#### [Goal of the exercise]
Using the listing below, select the lines with the word "Stevens" and copy them.

#### [Exercise material]
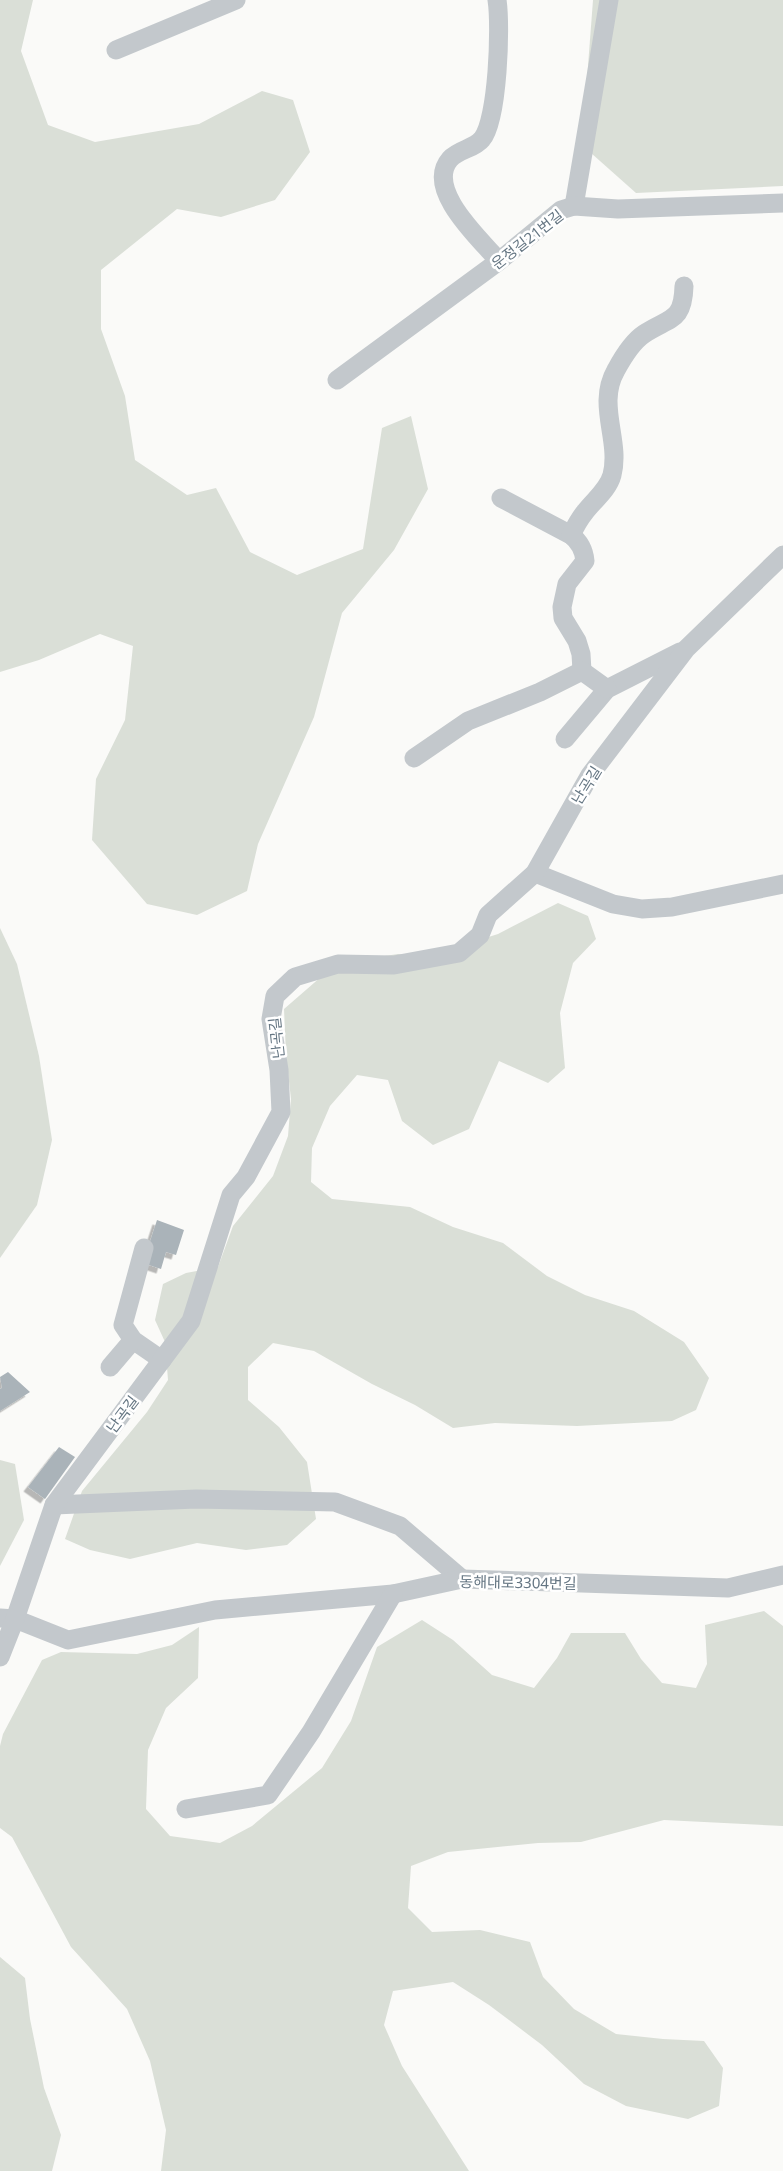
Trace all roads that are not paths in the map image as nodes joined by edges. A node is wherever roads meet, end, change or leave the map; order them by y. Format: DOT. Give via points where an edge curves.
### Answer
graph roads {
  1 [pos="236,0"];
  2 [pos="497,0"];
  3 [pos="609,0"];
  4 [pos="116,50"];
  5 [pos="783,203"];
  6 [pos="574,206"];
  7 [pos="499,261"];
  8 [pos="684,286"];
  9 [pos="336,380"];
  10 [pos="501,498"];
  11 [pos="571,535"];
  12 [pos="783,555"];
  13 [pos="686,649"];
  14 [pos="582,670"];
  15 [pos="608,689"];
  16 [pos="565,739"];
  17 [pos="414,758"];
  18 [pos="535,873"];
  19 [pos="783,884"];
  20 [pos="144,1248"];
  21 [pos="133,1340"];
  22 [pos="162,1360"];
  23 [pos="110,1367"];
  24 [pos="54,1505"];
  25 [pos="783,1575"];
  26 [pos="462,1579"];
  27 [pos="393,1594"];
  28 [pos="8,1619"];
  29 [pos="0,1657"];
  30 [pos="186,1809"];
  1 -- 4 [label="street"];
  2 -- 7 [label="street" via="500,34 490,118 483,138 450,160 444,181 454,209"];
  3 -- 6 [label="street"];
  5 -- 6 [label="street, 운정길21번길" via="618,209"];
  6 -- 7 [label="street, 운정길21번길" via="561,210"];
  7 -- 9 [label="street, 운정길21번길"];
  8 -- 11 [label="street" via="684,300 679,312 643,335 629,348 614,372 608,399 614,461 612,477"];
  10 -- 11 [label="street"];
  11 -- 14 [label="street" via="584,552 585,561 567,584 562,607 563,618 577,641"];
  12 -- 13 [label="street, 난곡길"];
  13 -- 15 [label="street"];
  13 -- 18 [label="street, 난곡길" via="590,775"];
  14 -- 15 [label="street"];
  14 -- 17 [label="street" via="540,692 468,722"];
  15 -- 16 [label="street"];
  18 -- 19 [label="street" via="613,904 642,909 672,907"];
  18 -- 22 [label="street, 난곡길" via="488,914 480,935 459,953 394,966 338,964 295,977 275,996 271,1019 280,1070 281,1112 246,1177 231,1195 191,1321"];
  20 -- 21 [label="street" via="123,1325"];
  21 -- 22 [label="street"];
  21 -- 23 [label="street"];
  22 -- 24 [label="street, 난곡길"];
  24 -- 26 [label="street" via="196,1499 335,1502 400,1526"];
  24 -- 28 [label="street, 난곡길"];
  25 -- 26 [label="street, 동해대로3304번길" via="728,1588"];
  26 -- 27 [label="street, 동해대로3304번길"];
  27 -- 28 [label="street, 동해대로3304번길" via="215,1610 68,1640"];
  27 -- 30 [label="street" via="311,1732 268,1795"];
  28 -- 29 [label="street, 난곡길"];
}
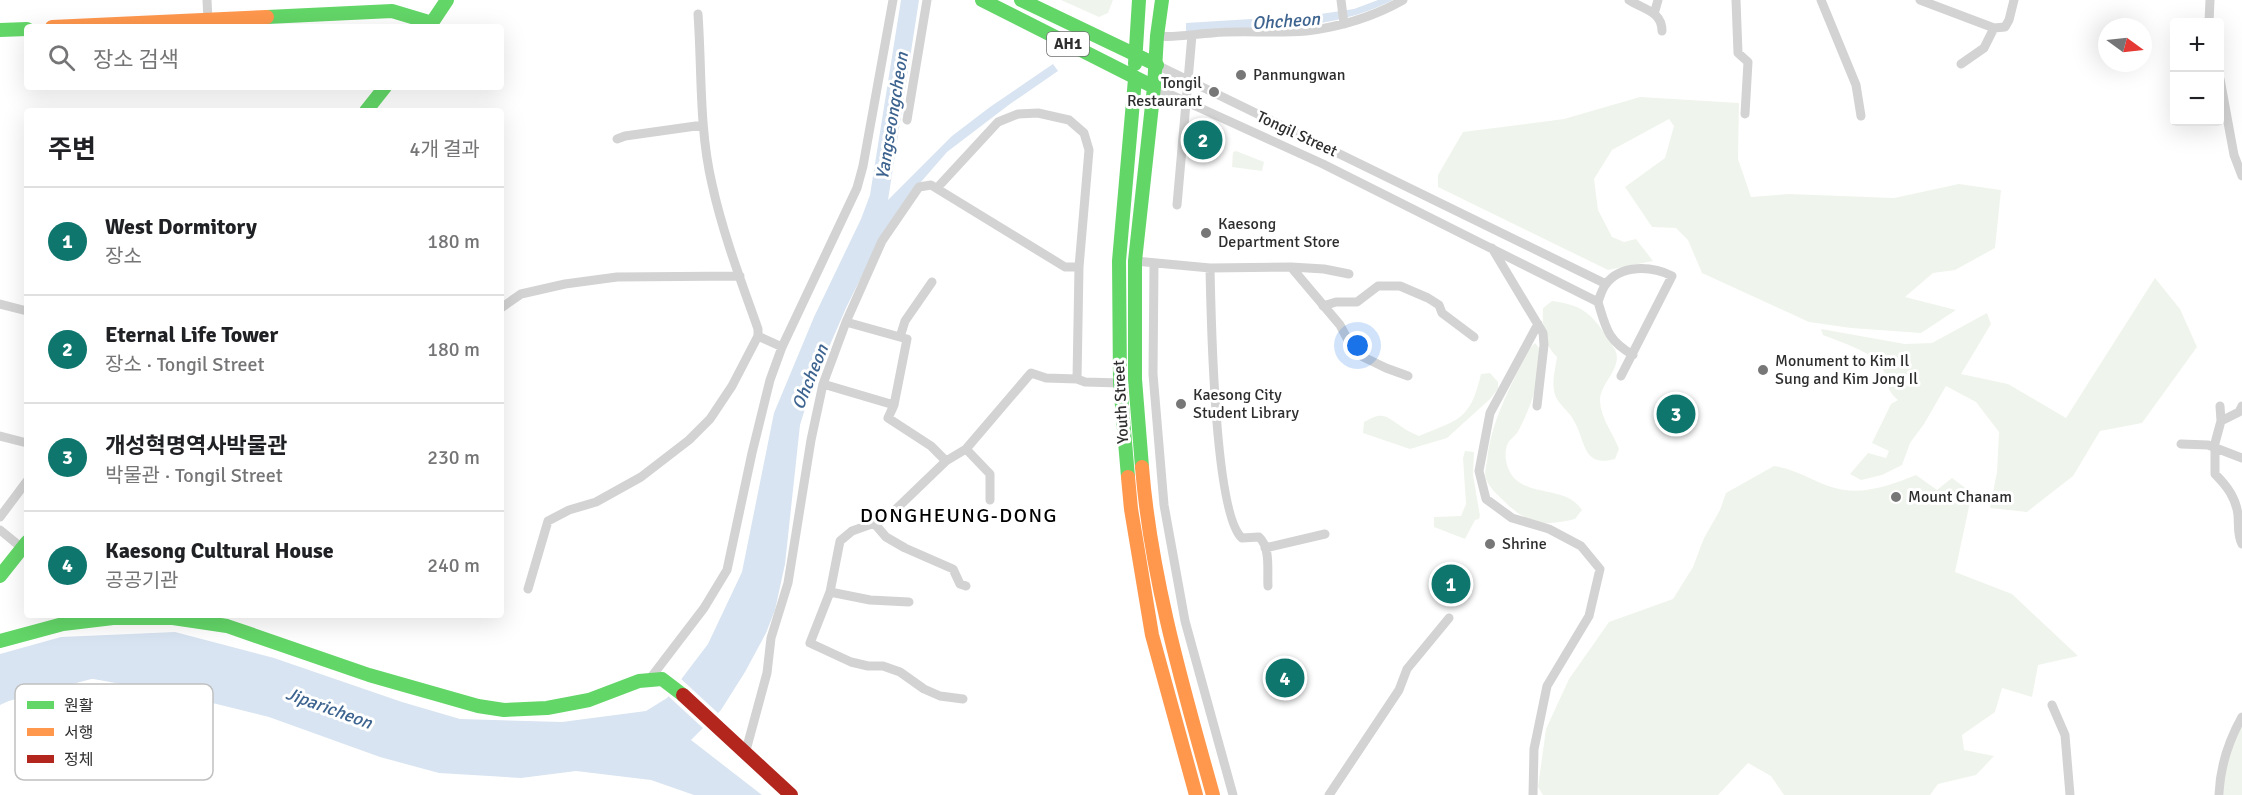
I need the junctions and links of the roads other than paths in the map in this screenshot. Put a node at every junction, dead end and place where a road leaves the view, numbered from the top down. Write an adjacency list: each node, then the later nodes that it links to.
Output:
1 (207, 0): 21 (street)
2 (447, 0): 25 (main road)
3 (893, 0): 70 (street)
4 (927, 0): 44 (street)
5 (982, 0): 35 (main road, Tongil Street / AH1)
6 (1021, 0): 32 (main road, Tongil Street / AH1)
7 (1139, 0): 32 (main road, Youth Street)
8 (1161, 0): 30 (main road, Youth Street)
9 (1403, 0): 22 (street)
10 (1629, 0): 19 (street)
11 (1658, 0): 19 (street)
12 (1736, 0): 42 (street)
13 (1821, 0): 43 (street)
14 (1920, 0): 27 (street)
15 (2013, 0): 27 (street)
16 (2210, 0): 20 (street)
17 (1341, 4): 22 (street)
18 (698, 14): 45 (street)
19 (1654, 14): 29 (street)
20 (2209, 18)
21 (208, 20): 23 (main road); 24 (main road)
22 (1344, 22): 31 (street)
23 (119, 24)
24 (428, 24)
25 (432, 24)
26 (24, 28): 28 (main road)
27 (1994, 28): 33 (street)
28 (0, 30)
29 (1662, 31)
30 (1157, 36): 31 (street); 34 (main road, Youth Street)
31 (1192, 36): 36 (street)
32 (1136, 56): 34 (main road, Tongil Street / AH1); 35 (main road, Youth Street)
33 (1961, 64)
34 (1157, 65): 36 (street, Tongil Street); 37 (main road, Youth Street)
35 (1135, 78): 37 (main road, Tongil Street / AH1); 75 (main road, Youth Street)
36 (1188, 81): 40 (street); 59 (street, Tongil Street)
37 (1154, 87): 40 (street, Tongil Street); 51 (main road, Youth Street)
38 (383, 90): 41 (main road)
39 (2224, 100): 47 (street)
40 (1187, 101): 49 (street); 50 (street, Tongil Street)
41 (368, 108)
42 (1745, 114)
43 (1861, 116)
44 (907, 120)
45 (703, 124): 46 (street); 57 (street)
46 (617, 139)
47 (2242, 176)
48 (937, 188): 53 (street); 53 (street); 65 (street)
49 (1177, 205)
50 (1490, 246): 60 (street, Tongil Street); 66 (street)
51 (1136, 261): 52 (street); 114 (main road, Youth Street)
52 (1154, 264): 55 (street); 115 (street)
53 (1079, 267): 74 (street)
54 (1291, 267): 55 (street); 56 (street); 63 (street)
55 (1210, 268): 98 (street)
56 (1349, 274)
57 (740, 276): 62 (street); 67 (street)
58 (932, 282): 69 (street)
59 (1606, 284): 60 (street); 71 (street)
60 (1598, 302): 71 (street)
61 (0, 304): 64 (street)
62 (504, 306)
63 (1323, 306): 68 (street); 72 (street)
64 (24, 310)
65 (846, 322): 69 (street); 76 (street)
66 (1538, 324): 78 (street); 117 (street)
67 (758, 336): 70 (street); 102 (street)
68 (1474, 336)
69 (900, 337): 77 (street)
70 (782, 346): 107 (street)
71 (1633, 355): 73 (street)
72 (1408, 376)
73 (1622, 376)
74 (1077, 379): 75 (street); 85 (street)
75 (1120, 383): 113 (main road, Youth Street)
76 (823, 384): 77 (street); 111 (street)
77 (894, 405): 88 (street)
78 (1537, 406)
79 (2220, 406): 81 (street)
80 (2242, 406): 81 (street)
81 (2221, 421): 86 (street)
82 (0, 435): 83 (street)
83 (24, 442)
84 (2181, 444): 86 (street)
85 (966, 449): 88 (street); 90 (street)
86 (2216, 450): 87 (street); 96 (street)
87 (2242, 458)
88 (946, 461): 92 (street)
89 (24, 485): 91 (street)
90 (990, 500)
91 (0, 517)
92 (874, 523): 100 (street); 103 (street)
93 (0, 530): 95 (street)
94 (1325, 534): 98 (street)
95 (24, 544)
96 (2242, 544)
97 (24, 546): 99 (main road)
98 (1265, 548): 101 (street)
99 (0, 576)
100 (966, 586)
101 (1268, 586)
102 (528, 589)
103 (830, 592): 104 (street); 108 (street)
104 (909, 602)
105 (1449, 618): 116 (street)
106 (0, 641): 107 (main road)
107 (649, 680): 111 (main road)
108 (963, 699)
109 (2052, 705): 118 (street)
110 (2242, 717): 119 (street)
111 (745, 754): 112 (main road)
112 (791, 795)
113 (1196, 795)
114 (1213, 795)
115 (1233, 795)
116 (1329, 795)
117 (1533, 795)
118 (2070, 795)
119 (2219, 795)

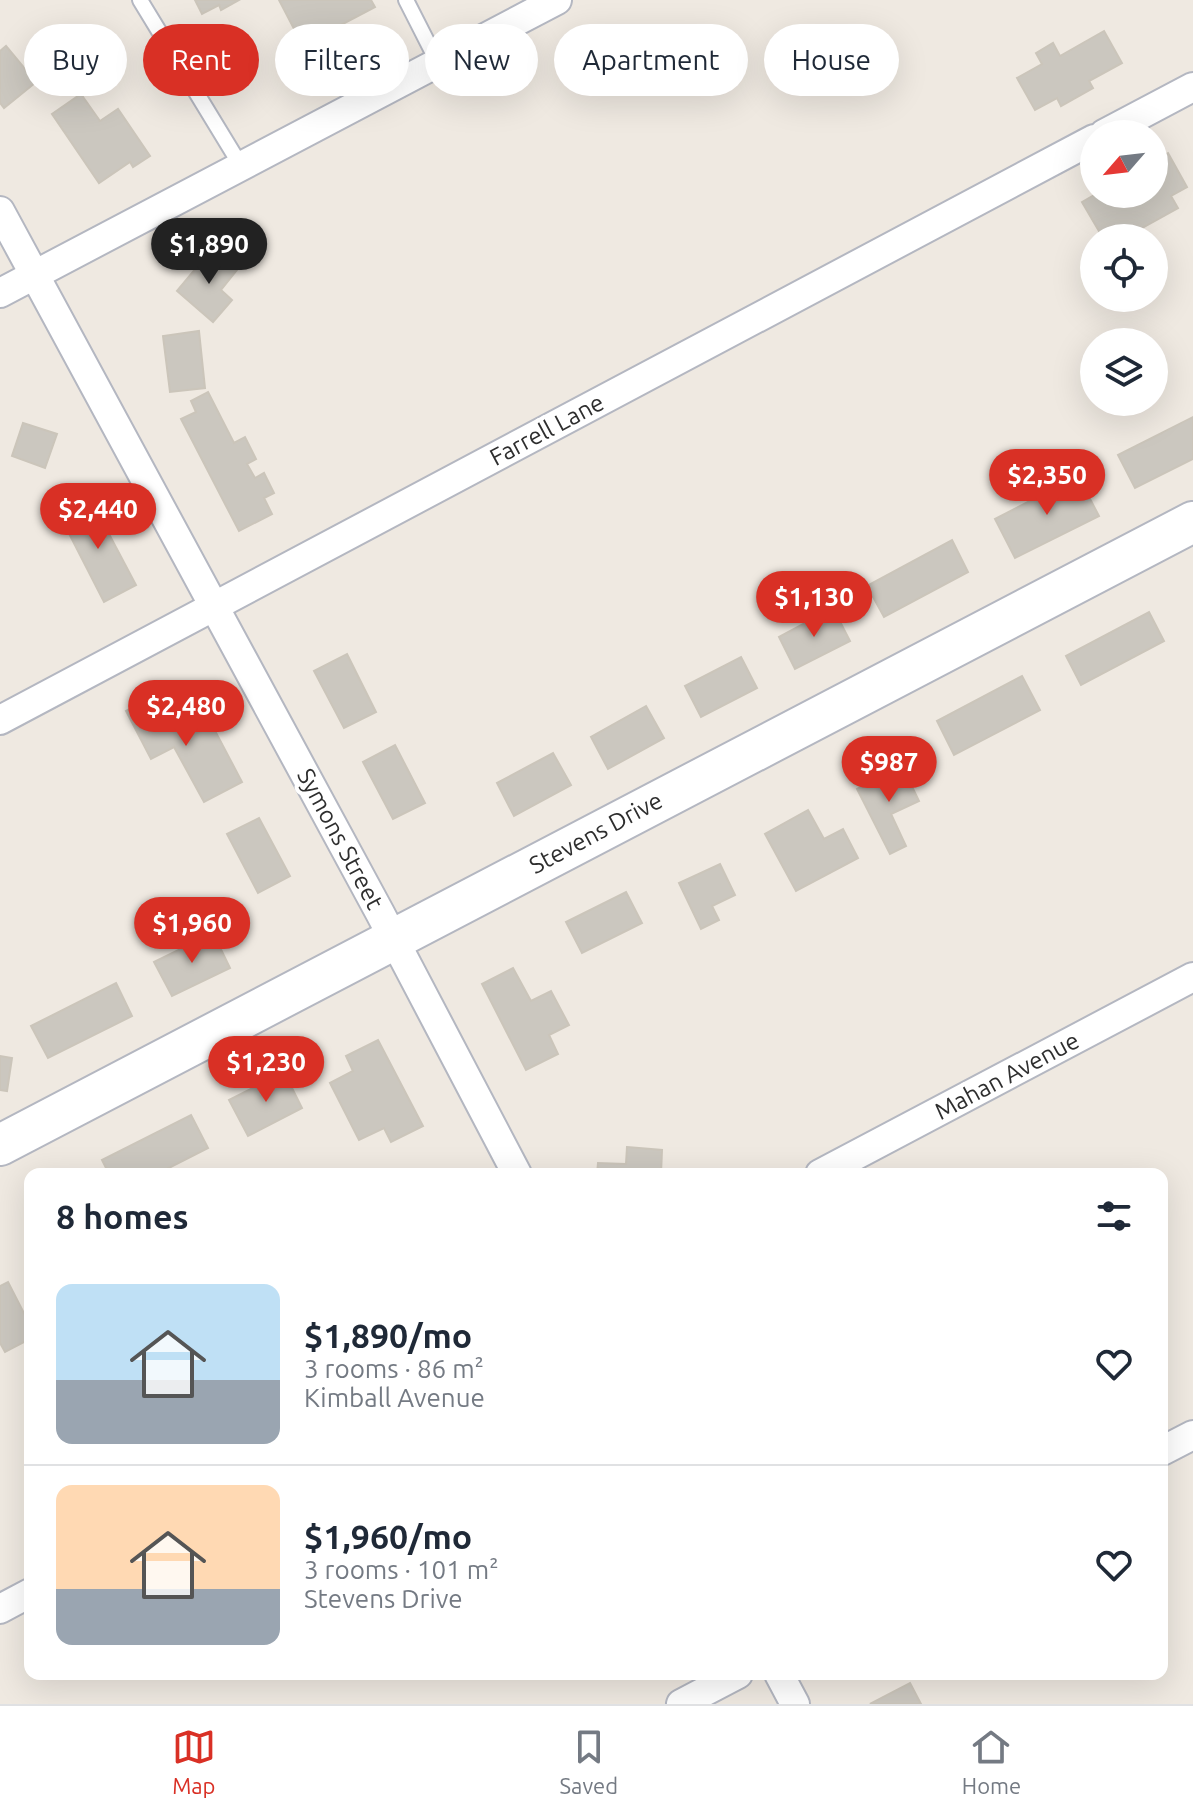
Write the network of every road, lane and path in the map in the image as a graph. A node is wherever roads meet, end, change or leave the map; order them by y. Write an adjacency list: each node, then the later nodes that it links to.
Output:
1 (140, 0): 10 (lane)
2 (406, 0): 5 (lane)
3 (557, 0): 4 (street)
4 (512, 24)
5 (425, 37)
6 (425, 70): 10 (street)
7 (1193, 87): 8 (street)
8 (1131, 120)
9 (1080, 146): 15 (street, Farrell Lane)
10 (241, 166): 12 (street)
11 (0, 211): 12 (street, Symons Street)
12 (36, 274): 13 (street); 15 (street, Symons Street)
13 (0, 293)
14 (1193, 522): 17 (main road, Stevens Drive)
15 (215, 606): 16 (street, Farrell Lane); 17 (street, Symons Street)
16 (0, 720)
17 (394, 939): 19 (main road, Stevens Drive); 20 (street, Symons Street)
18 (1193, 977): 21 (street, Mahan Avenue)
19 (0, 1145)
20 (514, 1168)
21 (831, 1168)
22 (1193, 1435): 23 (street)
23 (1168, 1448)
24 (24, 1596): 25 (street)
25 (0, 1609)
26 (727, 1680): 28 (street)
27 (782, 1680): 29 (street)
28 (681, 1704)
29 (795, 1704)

#### [Response area]
14 (1193, 522): 17 (main road, Stevens Drive)
17 (394, 939): 19 (main road, Stevens Drive); 20 (street, Symons Street)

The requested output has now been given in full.